CIS countries switched to national currencies in trade

In recent years, the Commonwealth of Independent States (CIS) has implemented significant changes in the financial sector. This was reported by Zamin.uz.
According to official data announced at the end of 2025, CIS member states have mainly switched to using national currencies in mutual trade settlements. During 2024–2025, 96 percent of payments were made in national currencies.
This was stated by CIS Secretary-General Sergey Lebedev. According to Sergey Lebedev, abandoning global reserve currencies and transitioning to national currencies has become a stable trend.
A similar situation is observed in the Eurasian Economic Union, where the share of settlements in national currencies has reached 93 percent. This process indicates that dedollarization in the region is irreversible.
The main reason for directly switching to settlements in national currencies is related to economic security issues. According to the CIS Executive Committee, using global currencies in the current geopolitical environment is risky, with the possibility of transactions being blocked or assets frozen.
The transition to national currencies has created a stable system that ensures economic independence.

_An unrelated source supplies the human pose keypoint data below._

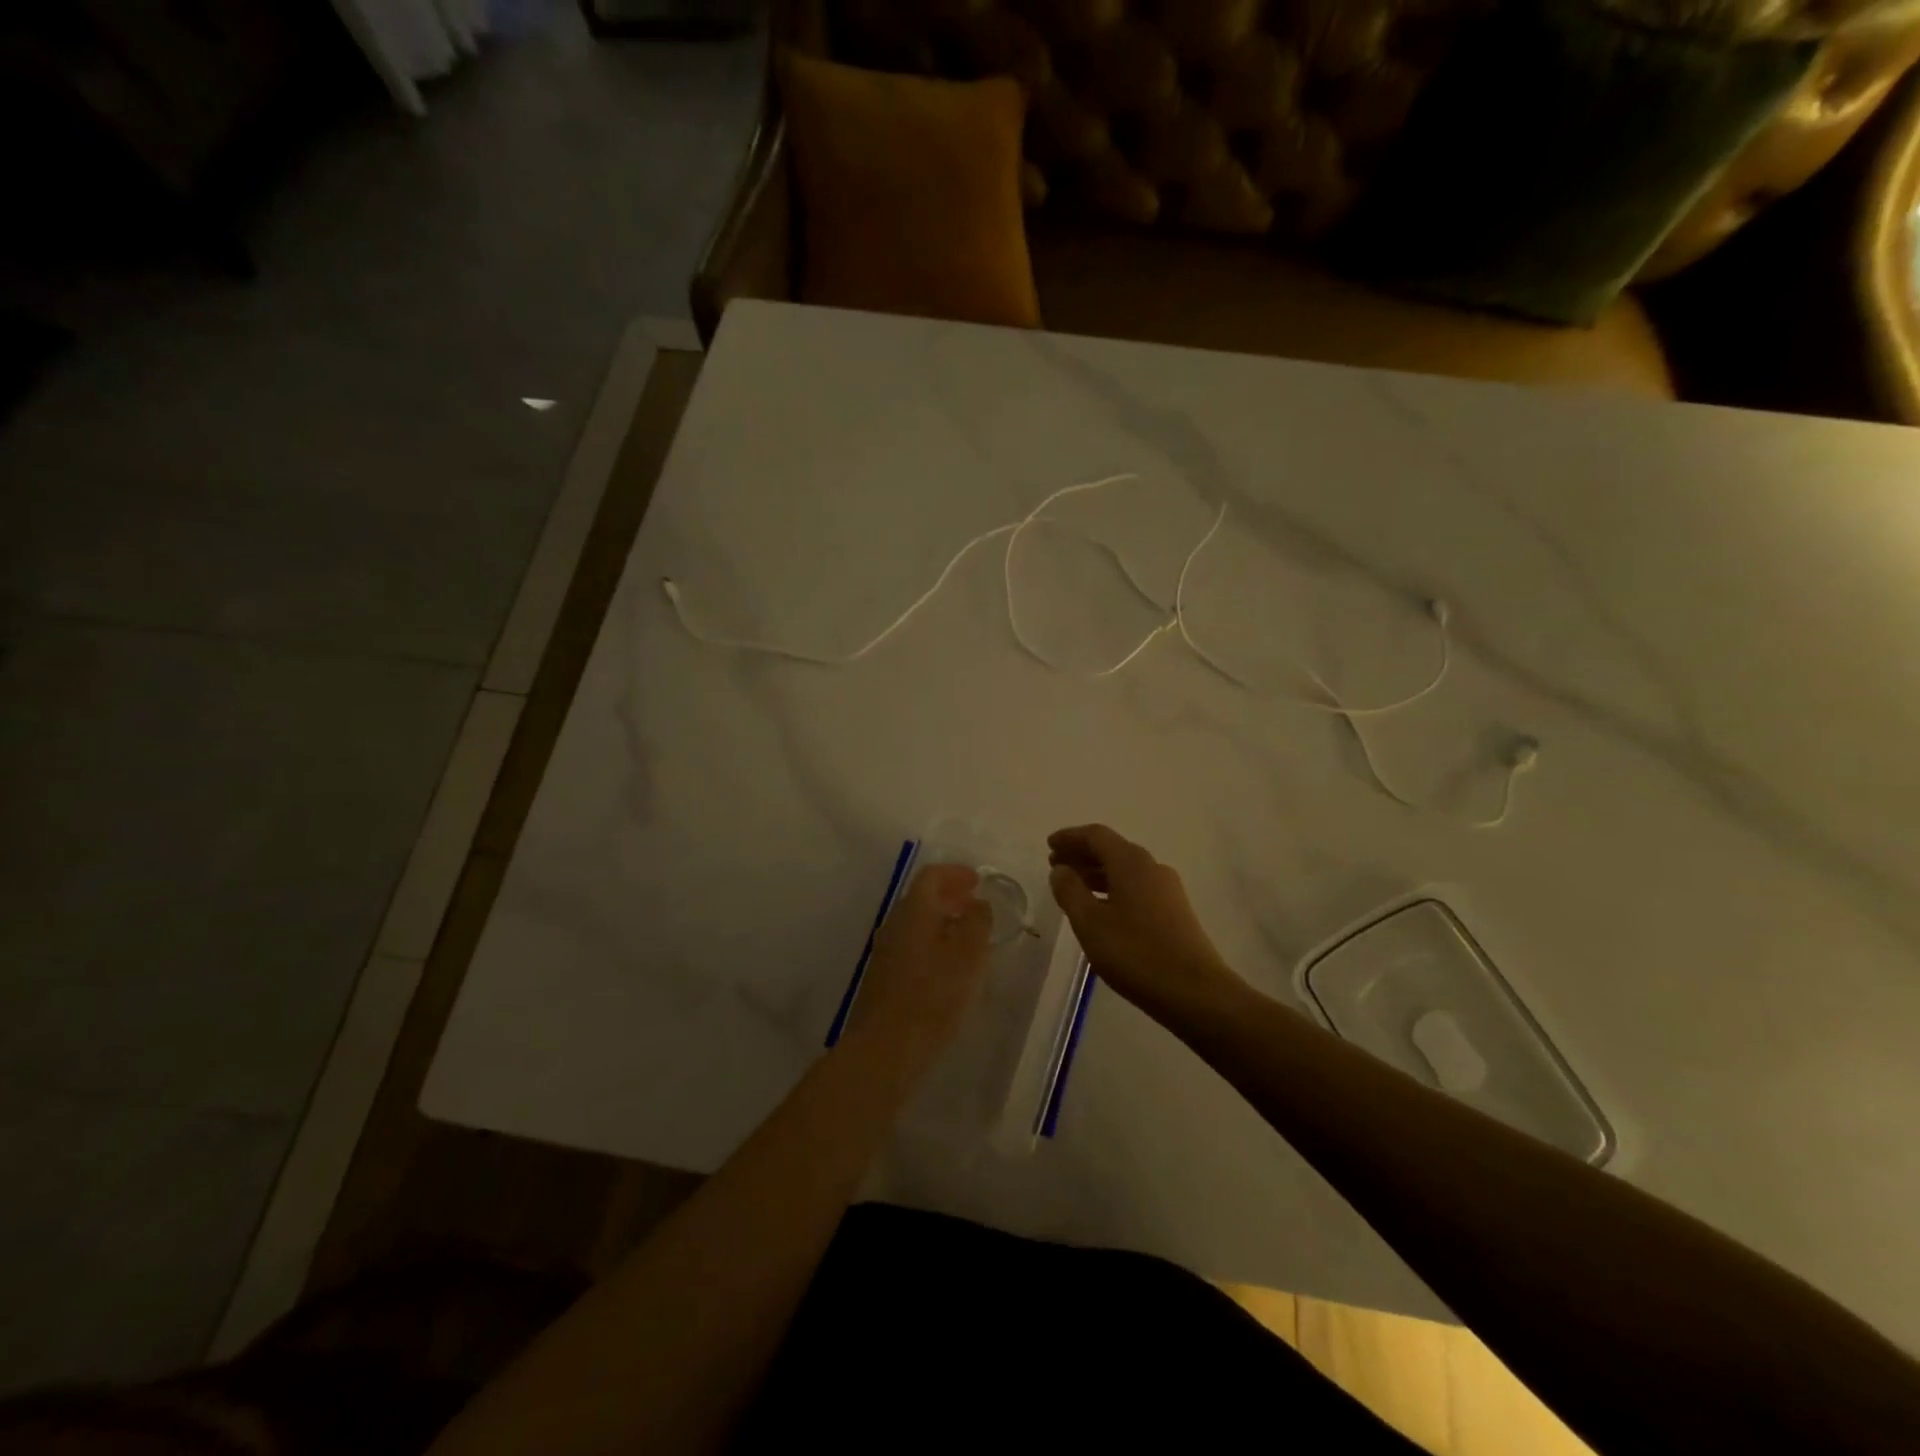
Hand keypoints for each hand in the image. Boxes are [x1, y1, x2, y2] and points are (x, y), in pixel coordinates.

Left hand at [850, 863, 993, 1060]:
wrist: (885, 1047)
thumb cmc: (933, 996)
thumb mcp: (969, 956)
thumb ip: (977, 923)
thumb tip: (978, 903)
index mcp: (914, 910)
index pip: (932, 876)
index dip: (956, 873)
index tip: (977, 881)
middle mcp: (895, 923)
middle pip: (921, 897)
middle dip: (950, 895)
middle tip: (975, 903)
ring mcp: (885, 950)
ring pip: (916, 922)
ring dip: (941, 920)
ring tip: (967, 935)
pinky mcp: (883, 976)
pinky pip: (911, 944)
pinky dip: (932, 941)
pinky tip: (948, 964)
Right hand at [1047, 825, 1244, 1019]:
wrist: (1195, 992)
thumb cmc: (1135, 953)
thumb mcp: (1090, 923)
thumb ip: (1070, 891)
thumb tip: (1061, 870)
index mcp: (1131, 862)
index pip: (1096, 835)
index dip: (1070, 837)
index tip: (1049, 845)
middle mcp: (1152, 867)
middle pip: (1112, 849)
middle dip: (1081, 854)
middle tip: (1055, 865)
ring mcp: (1167, 889)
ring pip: (1125, 870)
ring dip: (1096, 873)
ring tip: (1073, 887)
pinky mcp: (1175, 911)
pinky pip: (1136, 887)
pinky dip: (1113, 888)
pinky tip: (1101, 909)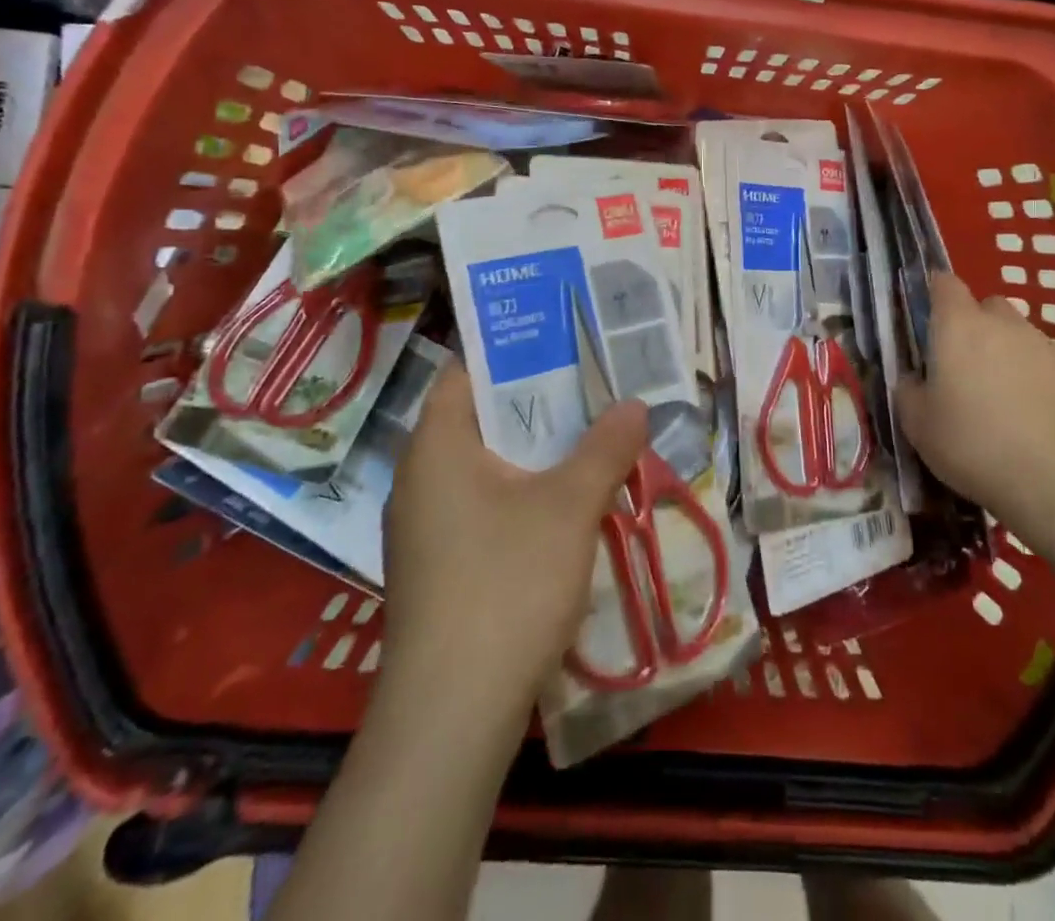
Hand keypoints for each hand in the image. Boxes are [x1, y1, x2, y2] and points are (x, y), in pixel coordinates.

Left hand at [379, 361, 647, 725]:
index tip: (563, 339)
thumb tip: (635, 404)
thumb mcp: (570, 506)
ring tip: (589, 435)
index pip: (466, 371)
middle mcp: (420, 478)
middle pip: (480, 417)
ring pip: (485, 466)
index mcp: (436, 446)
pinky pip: (482, 505)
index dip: (512, 349)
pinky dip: (522, 492)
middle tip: (593, 383)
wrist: (451, 715)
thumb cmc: (506, 584)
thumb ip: (606, 447)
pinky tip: (565, 505)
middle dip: (537, 400)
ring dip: (535, 450)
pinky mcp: (437, 568)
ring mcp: (425, 528)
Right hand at [895, 273, 1054, 519]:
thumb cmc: (971, 444)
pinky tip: (1033, 415)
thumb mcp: (916, 424)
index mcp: (959, 326)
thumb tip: (914, 378)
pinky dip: (1036, 378)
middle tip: (964, 365)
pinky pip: (1047, 363)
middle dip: (975, 325)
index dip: (935, 293)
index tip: (929, 316)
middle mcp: (1004, 324)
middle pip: (987, 306)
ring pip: (1019, 335)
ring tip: (1001, 396)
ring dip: (1007, 352)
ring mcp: (1045, 346)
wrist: (1053, 479)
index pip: (945, 284)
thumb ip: (909, 389)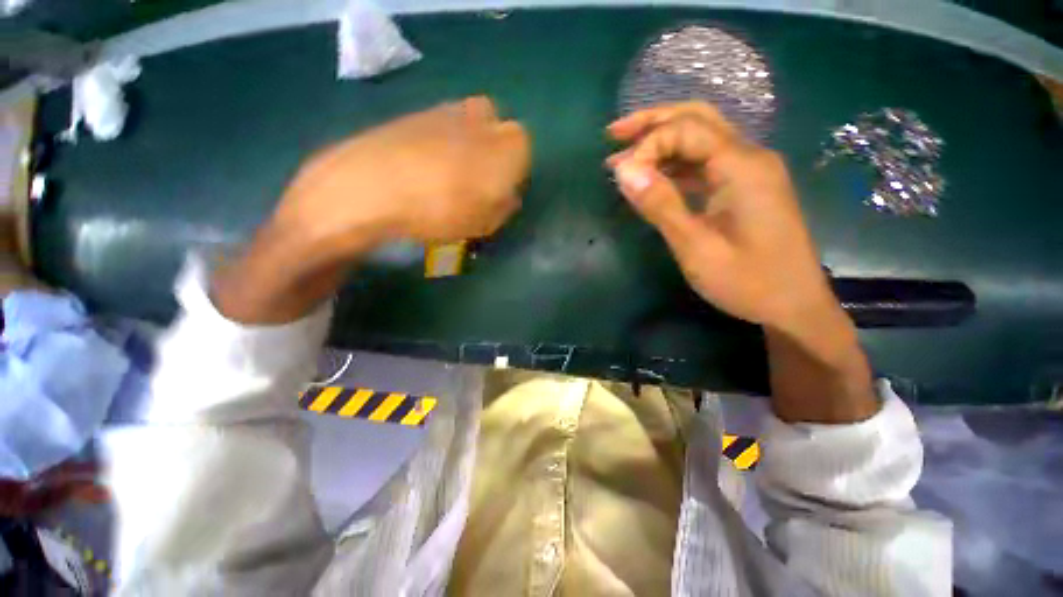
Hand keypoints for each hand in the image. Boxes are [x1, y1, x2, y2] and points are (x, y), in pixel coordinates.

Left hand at [214, 97, 529, 323]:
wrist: (365, 190)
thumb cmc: (439, 212)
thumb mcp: (485, 224)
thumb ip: (504, 207)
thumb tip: (505, 196)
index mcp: (507, 144)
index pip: (524, 153)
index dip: (511, 177)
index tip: (497, 197)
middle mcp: (481, 118)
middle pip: (496, 134)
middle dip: (491, 157)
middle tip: (474, 186)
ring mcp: (444, 110)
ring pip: (466, 128)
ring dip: (463, 151)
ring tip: (442, 181)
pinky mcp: (412, 113)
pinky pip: (437, 129)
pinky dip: (435, 147)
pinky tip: (418, 170)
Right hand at [608, 102, 875, 422]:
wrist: (794, 306)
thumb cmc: (747, 282)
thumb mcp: (696, 247)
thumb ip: (660, 205)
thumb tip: (624, 171)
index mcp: (742, 167)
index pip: (686, 130)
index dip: (647, 146)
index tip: (620, 176)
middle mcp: (749, 157)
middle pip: (698, 119)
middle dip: (653, 123)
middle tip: (613, 134)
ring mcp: (749, 171)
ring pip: (701, 138)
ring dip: (662, 142)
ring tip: (625, 156)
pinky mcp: (745, 187)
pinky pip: (706, 163)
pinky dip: (675, 164)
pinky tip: (653, 177)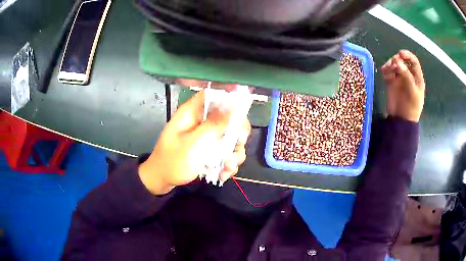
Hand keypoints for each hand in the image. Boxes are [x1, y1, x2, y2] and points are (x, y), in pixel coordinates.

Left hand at [138, 91, 250, 194]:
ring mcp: (206, 137)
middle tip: (236, 148)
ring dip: (234, 154)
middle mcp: (201, 122)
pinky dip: (228, 163)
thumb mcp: (193, 144)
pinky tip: (223, 174)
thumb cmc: (173, 161)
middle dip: (237, 135)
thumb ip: (214, 125)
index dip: (230, 101)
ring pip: (230, 138)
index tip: (240, 117)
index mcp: (192, 113)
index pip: (213, 96)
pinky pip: (225, 152)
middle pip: (228, 118)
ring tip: (228, 167)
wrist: (162, 180)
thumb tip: (233, 107)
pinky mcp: (209, 150)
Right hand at [381, 50, 424, 122]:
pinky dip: (385, 70)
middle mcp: (408, 75)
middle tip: (393, 65)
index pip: (413, 61)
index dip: (407, 55)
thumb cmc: (411, 108)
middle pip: (402, 61)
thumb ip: (406, 76)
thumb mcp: (412, 92)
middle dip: (397, 60)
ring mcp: (399, 78)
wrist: (401, 121)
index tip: (400, 54)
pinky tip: (384, 74)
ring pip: (394, 65)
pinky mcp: (391, 82)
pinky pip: (387, 72)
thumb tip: (397, 61)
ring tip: (386, 70)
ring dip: (389, 64)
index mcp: (416, 77)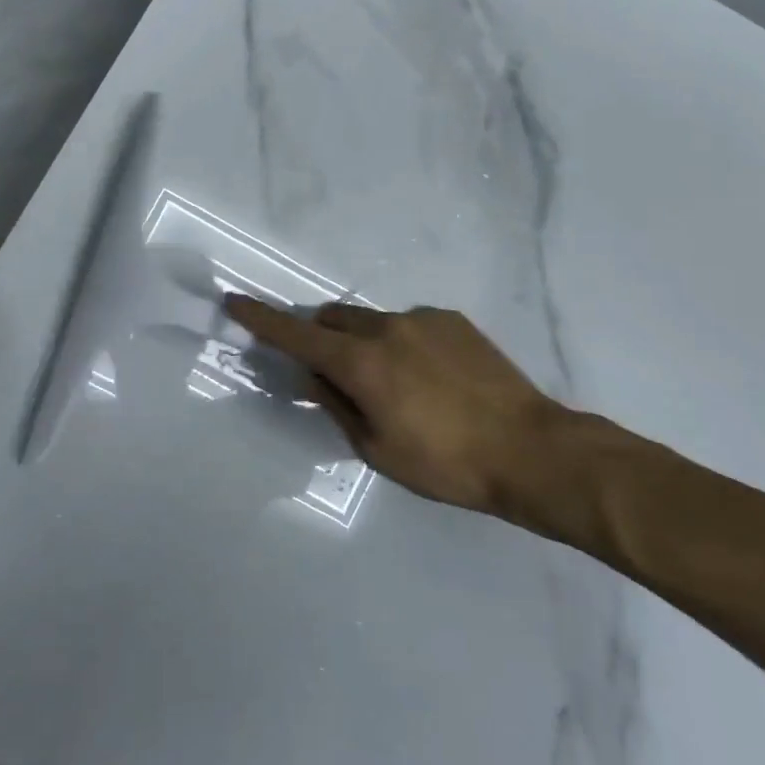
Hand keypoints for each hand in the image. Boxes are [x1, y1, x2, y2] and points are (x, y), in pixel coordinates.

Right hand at [224, 296, 585, 519]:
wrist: (530, 449)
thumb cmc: (445, 463)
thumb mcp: (376, 448)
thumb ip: (336, 405)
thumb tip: (312, 376)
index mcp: (361, 362)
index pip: (297, 334)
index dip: (261, 319)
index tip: (234, 301)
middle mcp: (386, 328)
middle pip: (333, 318)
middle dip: (319, 335)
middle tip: (330, 370)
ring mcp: (423, 319)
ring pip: (372, 320)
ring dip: (364, 341)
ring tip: (395, 384)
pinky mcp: (453, 320)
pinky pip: (410, 324)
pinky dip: (401, 342)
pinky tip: (431, 378)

The process of financial sovereignty is progressing alongside the growth of the real economy.
According to statistical data, over the past four years, the volume of goods exchange within the CIS has increased by 18 percent. By the end of 2024, the gross domestic product of CIS countries grew by 4.5 percent.
The agreements that laid the foundation for the current achievements of the CIS were signed quite some time ago. Notably, the Free Trade Area agreement reduced customs duties and other barriers, facilitating settlements in national currencies.
This has helped reduce the costs of cross-border operations. It is worth recalling that the initial agreement to create a Payment Union among CIS countries was signed in 1994.
However, the infrastructure for mass settlements in national currencies was fully formed and began to operate effectively by 2024.